- [What the exercise asks]:
For the entries that follow, give the number of lines holding the string "Carelmapu" and nothing more.
--------------------
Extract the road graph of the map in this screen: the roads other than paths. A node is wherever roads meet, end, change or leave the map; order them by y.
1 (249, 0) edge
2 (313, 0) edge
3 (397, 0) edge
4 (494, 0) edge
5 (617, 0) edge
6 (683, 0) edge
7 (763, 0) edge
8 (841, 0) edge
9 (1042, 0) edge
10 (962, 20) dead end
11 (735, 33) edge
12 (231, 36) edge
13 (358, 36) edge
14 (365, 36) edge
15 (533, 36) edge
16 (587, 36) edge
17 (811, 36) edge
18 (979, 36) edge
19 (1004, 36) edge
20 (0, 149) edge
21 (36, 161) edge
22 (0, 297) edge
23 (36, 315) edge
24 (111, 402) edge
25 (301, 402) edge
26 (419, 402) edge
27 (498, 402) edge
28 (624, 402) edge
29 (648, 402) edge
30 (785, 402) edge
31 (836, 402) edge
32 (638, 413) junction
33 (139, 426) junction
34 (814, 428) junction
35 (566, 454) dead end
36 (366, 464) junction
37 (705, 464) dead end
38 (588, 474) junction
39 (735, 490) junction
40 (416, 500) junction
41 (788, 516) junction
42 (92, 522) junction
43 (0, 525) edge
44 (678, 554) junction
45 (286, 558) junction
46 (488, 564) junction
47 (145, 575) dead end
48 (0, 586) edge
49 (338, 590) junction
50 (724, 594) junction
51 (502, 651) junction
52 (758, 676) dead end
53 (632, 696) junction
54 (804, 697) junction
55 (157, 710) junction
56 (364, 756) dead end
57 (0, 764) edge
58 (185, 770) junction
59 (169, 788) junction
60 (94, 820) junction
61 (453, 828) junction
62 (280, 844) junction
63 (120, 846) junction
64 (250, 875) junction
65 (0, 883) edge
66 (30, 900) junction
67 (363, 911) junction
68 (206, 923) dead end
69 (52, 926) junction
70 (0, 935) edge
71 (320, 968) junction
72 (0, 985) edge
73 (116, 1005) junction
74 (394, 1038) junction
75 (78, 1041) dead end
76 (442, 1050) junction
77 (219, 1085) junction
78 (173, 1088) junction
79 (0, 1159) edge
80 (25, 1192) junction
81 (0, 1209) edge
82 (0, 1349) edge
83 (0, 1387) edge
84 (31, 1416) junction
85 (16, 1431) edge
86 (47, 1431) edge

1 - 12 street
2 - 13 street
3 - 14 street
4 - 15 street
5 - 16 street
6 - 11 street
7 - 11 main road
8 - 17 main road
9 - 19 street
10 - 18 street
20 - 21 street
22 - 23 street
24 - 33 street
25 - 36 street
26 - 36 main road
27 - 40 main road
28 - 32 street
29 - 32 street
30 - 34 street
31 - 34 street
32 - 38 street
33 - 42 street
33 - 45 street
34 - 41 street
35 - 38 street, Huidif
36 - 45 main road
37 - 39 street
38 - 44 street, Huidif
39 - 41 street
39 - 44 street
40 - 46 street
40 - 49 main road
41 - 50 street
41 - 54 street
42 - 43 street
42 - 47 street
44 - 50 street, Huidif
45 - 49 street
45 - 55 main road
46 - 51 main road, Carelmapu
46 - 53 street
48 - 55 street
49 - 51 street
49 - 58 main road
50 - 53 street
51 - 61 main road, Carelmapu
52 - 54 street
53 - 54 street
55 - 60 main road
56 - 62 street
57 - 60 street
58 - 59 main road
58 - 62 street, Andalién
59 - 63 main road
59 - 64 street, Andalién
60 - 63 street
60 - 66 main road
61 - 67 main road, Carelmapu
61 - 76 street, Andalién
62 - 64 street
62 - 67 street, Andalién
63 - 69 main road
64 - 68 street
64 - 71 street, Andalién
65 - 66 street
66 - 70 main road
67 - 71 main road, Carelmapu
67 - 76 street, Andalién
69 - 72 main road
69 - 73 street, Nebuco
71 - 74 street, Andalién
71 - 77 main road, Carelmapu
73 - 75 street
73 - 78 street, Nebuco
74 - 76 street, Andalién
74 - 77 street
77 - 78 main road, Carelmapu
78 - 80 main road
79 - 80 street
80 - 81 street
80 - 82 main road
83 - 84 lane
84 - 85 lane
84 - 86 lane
--------------------
- [Answer to this task]:
6